Here what you can do id you can create then Multi Threaded Implementation of Python under the server memory, which will run independently then server execution thread.
Trick behind this will be used is we will fork one thread from server on your required click and we will assign all server variable separate copy to the new Thread so that thread will execute independently and at then end of process you have to commit the transaction as this process will be not main server process.
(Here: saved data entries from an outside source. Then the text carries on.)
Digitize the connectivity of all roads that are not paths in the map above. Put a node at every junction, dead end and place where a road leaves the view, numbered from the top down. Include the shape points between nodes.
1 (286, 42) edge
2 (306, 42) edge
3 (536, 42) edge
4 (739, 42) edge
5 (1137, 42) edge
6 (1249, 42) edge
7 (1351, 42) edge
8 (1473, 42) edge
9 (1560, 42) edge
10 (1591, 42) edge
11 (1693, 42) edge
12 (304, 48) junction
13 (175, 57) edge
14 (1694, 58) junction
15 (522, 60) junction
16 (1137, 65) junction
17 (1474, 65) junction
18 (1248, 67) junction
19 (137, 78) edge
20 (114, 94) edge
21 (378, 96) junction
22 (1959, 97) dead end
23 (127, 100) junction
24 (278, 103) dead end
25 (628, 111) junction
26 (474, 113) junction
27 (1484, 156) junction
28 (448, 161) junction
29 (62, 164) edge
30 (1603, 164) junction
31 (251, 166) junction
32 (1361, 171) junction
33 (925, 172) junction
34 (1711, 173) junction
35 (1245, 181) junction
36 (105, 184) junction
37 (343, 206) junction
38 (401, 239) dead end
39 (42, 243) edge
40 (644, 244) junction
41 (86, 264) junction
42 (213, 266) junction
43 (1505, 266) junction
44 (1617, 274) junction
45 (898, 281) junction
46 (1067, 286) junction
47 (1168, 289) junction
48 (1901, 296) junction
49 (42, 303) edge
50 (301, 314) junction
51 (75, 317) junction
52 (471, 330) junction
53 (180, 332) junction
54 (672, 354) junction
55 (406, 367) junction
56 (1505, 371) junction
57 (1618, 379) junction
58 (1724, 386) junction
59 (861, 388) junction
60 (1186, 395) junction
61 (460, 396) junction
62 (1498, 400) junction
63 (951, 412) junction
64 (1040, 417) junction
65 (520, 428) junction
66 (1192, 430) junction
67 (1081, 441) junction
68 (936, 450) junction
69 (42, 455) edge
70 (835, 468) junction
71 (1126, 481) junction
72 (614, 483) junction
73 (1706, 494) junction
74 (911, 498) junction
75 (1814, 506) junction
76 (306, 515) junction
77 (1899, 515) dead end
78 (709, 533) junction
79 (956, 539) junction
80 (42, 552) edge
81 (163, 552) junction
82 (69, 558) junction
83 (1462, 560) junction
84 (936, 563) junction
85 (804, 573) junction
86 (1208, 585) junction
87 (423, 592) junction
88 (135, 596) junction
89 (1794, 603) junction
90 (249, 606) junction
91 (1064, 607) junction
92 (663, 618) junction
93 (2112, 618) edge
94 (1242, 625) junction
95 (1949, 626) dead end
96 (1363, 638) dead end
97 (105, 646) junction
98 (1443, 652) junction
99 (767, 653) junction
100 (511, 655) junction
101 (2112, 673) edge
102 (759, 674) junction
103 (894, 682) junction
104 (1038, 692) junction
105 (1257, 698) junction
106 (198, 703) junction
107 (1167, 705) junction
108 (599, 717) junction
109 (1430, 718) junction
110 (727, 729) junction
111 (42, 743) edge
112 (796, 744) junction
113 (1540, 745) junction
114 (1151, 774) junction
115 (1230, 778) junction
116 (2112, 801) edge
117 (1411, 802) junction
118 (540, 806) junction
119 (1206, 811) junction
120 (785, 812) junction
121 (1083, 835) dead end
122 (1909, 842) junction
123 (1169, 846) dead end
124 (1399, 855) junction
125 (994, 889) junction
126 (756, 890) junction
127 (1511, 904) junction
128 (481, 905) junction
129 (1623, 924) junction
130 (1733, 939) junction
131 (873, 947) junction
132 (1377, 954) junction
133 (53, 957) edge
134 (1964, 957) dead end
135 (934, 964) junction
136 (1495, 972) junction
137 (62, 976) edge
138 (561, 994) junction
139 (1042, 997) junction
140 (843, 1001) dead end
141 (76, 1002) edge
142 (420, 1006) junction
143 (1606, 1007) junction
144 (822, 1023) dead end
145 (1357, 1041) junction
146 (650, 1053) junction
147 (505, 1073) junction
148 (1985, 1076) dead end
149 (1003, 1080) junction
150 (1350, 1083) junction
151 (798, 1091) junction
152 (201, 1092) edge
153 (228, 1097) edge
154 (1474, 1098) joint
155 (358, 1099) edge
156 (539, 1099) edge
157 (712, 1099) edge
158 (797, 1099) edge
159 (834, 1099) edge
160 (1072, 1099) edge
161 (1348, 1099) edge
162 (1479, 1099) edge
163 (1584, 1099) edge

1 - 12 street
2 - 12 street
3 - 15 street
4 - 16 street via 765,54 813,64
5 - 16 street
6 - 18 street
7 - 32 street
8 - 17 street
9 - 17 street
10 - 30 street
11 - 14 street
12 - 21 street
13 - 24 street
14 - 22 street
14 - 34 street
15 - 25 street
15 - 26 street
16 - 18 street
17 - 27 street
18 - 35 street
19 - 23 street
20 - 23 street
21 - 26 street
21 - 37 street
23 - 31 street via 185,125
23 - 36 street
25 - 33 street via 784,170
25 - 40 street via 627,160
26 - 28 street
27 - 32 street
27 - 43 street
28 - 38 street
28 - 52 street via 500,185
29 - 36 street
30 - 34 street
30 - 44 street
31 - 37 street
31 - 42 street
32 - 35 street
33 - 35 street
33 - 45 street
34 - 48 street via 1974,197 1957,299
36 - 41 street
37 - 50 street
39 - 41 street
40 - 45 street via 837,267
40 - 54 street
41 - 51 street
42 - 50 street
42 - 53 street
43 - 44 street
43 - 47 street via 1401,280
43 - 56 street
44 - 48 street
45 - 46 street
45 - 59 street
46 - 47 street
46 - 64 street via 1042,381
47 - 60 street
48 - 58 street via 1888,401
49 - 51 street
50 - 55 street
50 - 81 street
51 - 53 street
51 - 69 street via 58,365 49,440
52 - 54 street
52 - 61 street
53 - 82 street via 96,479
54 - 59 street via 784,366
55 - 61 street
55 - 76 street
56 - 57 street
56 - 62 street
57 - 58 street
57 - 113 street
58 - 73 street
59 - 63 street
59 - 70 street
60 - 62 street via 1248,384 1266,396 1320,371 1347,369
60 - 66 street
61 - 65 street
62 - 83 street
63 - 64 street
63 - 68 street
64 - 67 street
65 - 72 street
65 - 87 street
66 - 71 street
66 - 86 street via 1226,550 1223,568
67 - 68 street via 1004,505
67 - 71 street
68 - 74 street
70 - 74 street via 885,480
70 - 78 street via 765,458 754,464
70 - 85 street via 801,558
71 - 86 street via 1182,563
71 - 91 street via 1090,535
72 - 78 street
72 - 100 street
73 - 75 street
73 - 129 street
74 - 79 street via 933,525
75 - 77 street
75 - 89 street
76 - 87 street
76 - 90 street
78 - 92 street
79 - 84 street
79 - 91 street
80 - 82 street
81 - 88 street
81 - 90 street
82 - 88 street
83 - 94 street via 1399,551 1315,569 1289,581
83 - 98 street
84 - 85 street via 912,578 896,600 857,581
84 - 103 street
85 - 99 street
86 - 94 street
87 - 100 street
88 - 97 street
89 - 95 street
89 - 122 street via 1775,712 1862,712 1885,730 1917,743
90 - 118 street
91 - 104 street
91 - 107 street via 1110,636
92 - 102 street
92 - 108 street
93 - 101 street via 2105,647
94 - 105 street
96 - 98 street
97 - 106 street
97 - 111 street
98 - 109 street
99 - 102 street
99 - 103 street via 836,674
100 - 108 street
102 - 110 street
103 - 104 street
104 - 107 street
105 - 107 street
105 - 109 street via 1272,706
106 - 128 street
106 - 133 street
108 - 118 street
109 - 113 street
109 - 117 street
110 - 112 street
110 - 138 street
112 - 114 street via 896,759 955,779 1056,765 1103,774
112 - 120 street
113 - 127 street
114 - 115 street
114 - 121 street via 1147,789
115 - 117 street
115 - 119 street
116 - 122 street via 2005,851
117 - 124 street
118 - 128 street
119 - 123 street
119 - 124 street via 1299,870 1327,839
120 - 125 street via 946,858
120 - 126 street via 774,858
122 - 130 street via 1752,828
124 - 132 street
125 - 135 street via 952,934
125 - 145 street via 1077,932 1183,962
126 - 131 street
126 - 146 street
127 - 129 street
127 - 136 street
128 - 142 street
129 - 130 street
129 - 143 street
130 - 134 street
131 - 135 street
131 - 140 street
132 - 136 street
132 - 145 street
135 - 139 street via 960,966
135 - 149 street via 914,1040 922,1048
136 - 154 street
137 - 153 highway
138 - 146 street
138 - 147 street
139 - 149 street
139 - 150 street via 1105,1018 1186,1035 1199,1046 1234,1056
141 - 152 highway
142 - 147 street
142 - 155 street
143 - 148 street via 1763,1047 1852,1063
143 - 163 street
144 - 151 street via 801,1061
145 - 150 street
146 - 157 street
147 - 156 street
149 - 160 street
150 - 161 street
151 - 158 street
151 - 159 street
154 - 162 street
Here the small example of it how you can do it .
import pprint
import pooler
from threading import Thread
import datetime
import logging
pp = pprint.PrettyPrinter(indent=4)
class myThread(Thread):
"""
"""
def __init__(self, obj, cr, uid, context=None):
Thread.__init__(self)
self.external_id_field = 'id'
self.obj = obj
self.cr = cr
self.uid = uid
self.context = context or {}
self.logger = logging.getLogger(module_name)
self.initialize()
"""
Abstract Method to be implemented in the real instance
"""
def initialize(self):
"""
init before import
usually for the login
"""
pass
def init_run(self):
"""
call after intialize run in the thread, not in the main process
TO use for long initialization operation
"""
pass
def run(self):
"""
this is the Entry point to launch the process(Thread)
"""
try:
self.init_run()
#Your Code Goes Here
#TODO Add Business Logic
self.cr.commit()
except Exception, err:
sh = StringIO.StringIO()
traceback.print_exc(file=sh)
error = sh.getvalue()
print error
self.cr.close()
LIke this you can add some code in some module like (import_base module in 6.1 or trunk)
Now what Next you can do is you can make extended implementation of this and then make instace of the service or you can directly start forking the treads like following code:
service = myServcie(self, cr, uid, context)
service.start()
now this we start background services which run faster and give you freedom to use the UI.